Hi. I'm moving to BC in September and was wondering if anyone has any useful advice in regarding shipping stuffover there. We need to bring lots of clothes, books, toys etc but no furniture or vehicle. We don't have enough to fill a shipping container but too much for excess baggage or to send by mail.

All advice gratefully received - I'm really stuck on this. Thanks.


----------



## oddball (Aug 1, 2007)

*Possessions*



redmoose said:


> Hi. I'm moving to BC in September and was wondering if anyone has any useful advice in regarding shipping stuffover there. We need to bring lots of clothes, books, toys etc but no furniture or vehicle. We don't have enough to fill a shipping container but too much for excess baggage or to send by mail.
> 
> All advice gratefully received - I'm really stuck on this. Thanks.

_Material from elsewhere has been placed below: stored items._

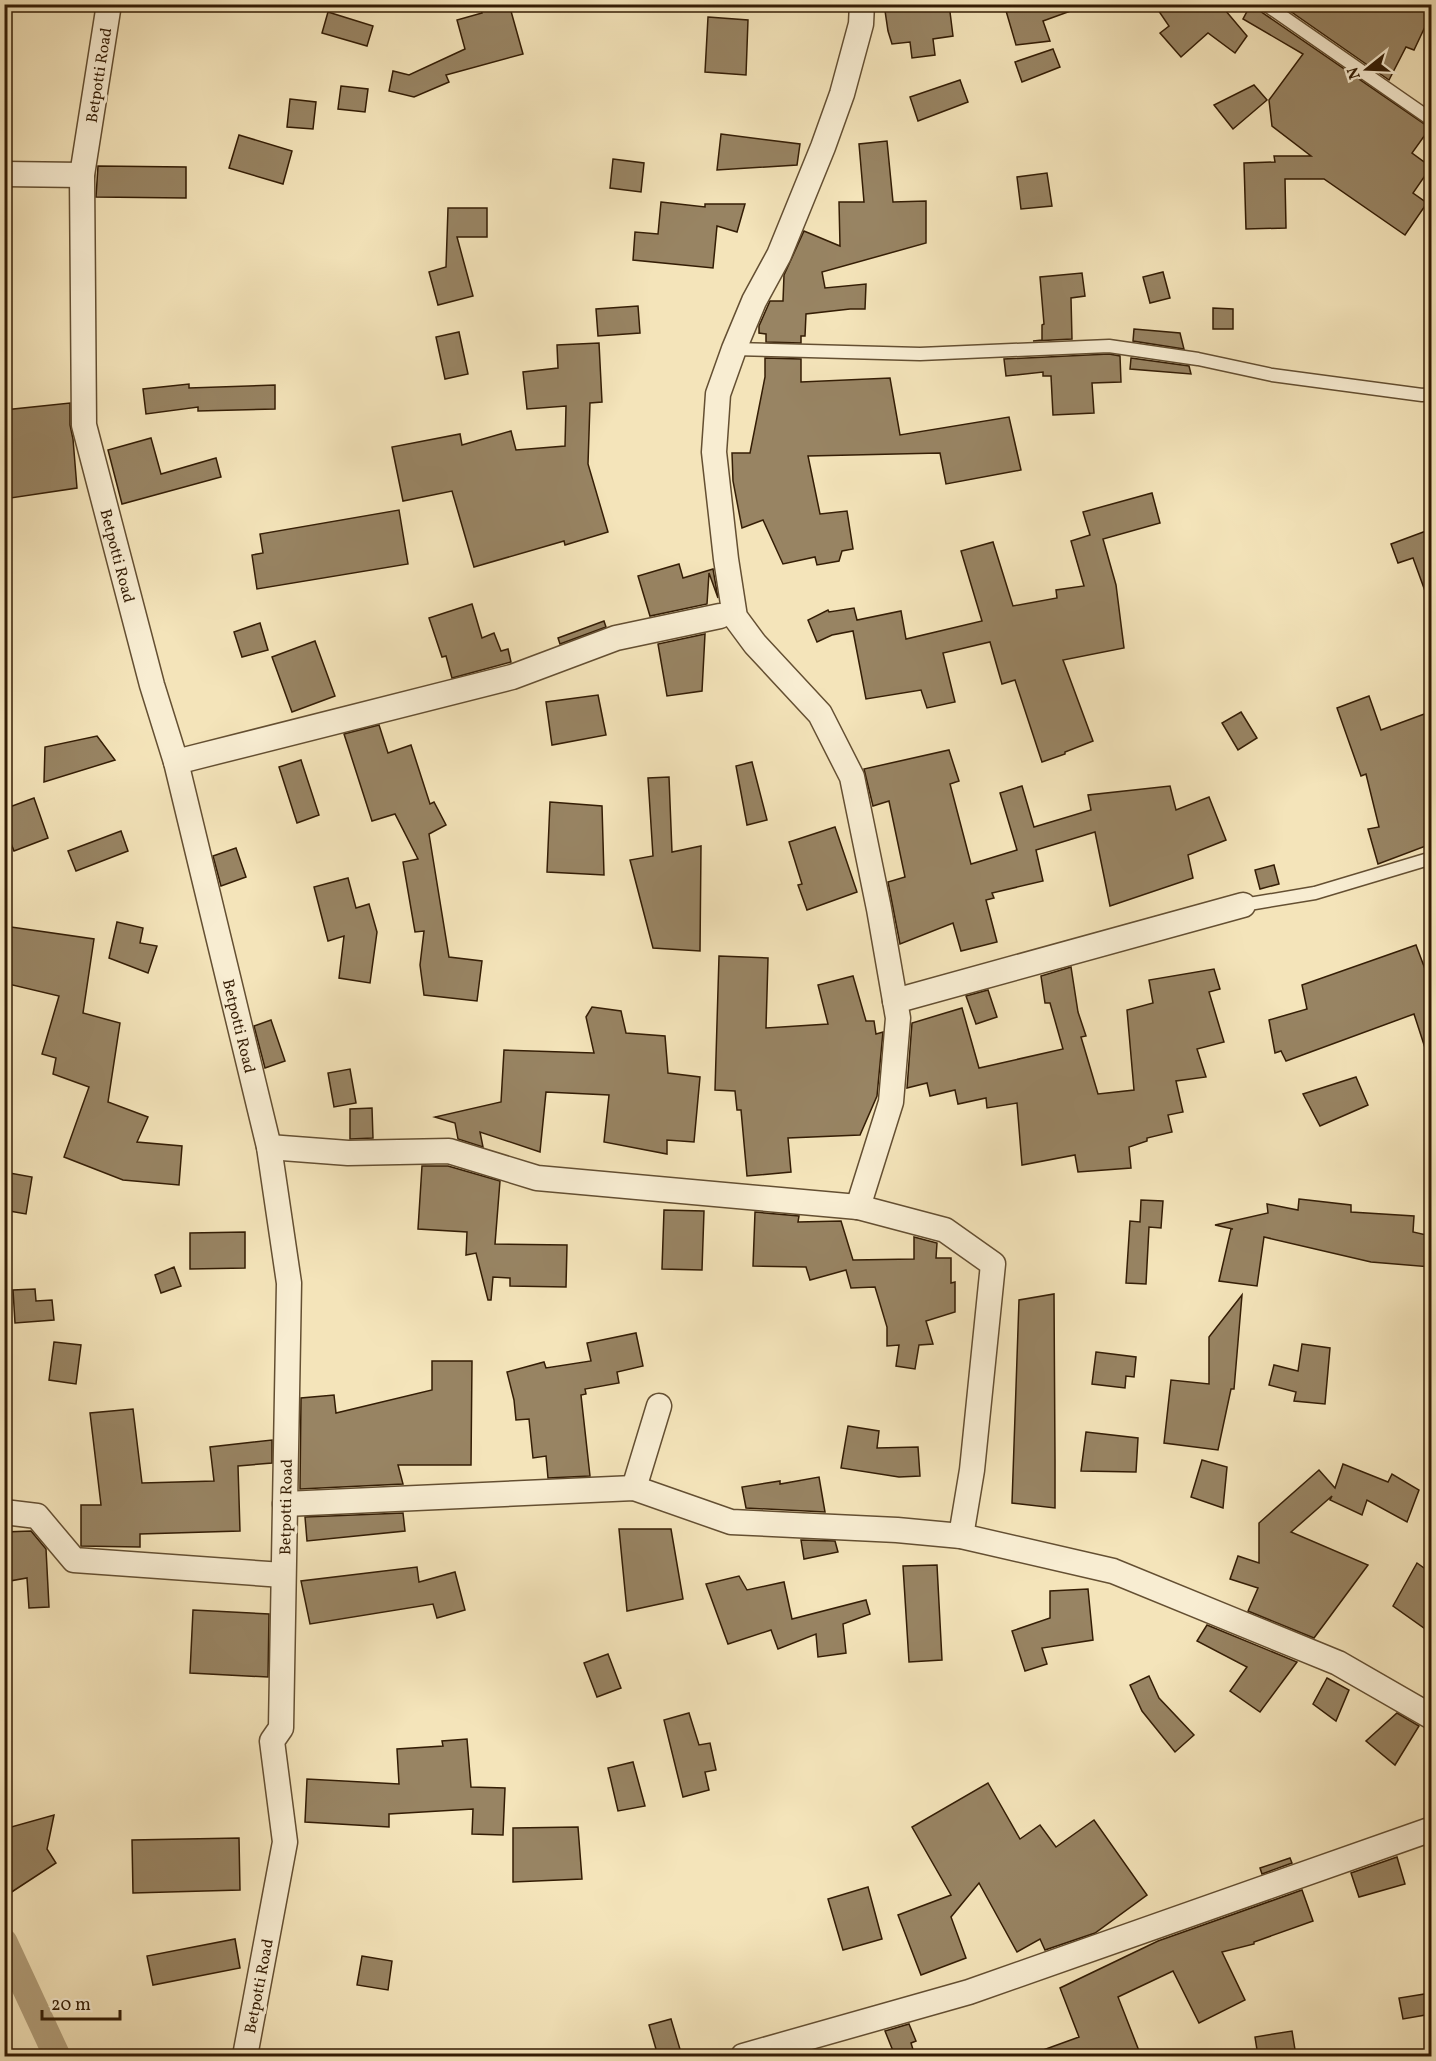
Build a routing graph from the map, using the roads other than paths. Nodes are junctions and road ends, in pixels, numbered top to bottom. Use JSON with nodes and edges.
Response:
{"nodes":[{"id":1,"x":109,"y":4,"type":"edge"},
{"id":2,"x":862,"y":4,"type":"edge"},
{"id":3,"x":1265,"y":4,"type":"edge"},
{"id":4,"x":1431,"y":120,"type":"edge"},
{"id":5,"x":4,"y":174,"type":"edge"},
{"id":6,"x":82,"y":175,"type":"junction"},
{"id":7,"x":734,"y":349,"type":"junction"},
{"id":8,"x":1431,"y":394,"type":"edge"},
{"id":9,"x":720,"y":616,"type":"dead end"},
{"id":10,"x":176,"y":762,"type":"junction"},
{"id":11,"x":1431,"y":858,"type":"edge"},
{"id":12,"x":1243,"y":905,"type":"joint"},
{"id":13,"x":895,"y":1001,"type":"junction"},
{"id":14,"x":269,"y":1147,"type":"junction"},
{"id":15,"x":858,"y":1207,"type":"junction"},
{"id":16,"x":659,"y":1406,"type":"dead end"},
{"id":17,"x":634,"y":1488,"type":"junction"},
{"id":18,"x":285,"y":1504,"type":"junction"},
{"id":19,"x":4,"y":1512,"type":"edge"},
{"id":20,"x":960,"y":1536,"type":"junction"},
{"id":21,"x":284,"y":1575,"type":"junction"},
{"id":22,"x":1431,"y":1717,"type":"edge"},
{"id":23,"x":1431,"y":1829,"type":"edge"},
{"id":24,"x":246,"y":2056,"type":"edge"},
{"id":25,"x":743,"y":2056,"type":"edge"}],
"edges":[{"from":1,"to":6,"type":"street","name":"Betpotti Road"},
{"from":2,"to":7,"type":"street"},
{"from":3,"to":4,"type":"lane"},
{"from":5,"to":6,"type":"street"},
{"from":6,"to":10,"type":"street","name":"Betpotti Road"},
{"from":7,"to":8,"type":"lane"},
{"from":7,"to":13,"type":"street"},
{"from":9,"to":10,"type":"street"},
{"from":10,"to":14,"type":"street","name":"Betpotti Road"},
{"from":11,"to":12,"type":"lane"},
{"from":12,"to":13,"type":"street"},
{"from":13,"to":15,"type":"street"},
{"from":14,"to":15,"type":"street"},
{"from":14,"to":18,"type":"street","name":"Betpotti Road"},
{"from":15,"to":20,"type":"street"},
{"from":16,"to":17,"type":"street"},
{"from":17,"to":18,"type":"street"},
{"from":17,"to":20,"type":"street"},
{"from":18,"to":21,"type":"street","name":"Betpotti Road"},
{"from":19,"to":21,"type":"street"},
{"from":20,"to":22,"type":"street"},
{"from":21,"to":24,"type":"street","name":"Betpotti Road"},
{"from":23,"to":25,"type":"street"}]}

 When we migrated to Canada in the 60's , the goverment had a special programme for personal effects plus a special flight price . Cathey Pacific has a similar programme for one way flights of about 60 kg's , or at least did , worth a check into .
Colin


----------



## redmoose (May 9, 2008)

Thanks Colin. 

I have been looking at the airlines cargo services as that might be my best option. I'm more likely to have a couple of hundred kilos though so it might be too much for that - mostly books and stuff, not bulky but heavy.


----------



## Bevdeforges (Nov 16, 2007)

Probably any sort of international cargo service ought to work ok (though by boat, it will take at least 6 or 8 weeks to sail via the Panama Canal... they haven't started using the Northwest Passage yet). 

But when you ask about cargo services, don't forget to ask if they can provide customs clearance as well. Admittedly it's an extra charge, but if you don't have a clearance agent, you'll have to get yourselves to the customs facility where your goods have landed, and you had better hope you have all the proper documents with you to clear your load. Using a clearance agent, they get all that from you up front and they deal with the bureaucracy. 
Cheers,
Bev


----------



## cbelanger82 (Apr 22, 2008)

Hi, we just moved to England from Canada and we shipped our stuff on a vessel. It takes longer, but it is way less expensive then cargo flights... To give you an idea, we paid 5500$ for 300 cubic feet (I don't know the weight) but it was pretty heavy, mostly clothes and personnal belongings (no furniture). To bring our dog here, it cost us 3500$ on cargo (crate is 20 cubic feet) and the weight with the dog was 115 pounds... best thing to do is to get quotes from moving companies as it may vary widely from one to the other. Good luck


----------



## redmoose (May 9, 2008)

Thanks for that folks. Guess I'll need to get on to some shipping companies.
Cbelanger82 - you must really love that dog!


----------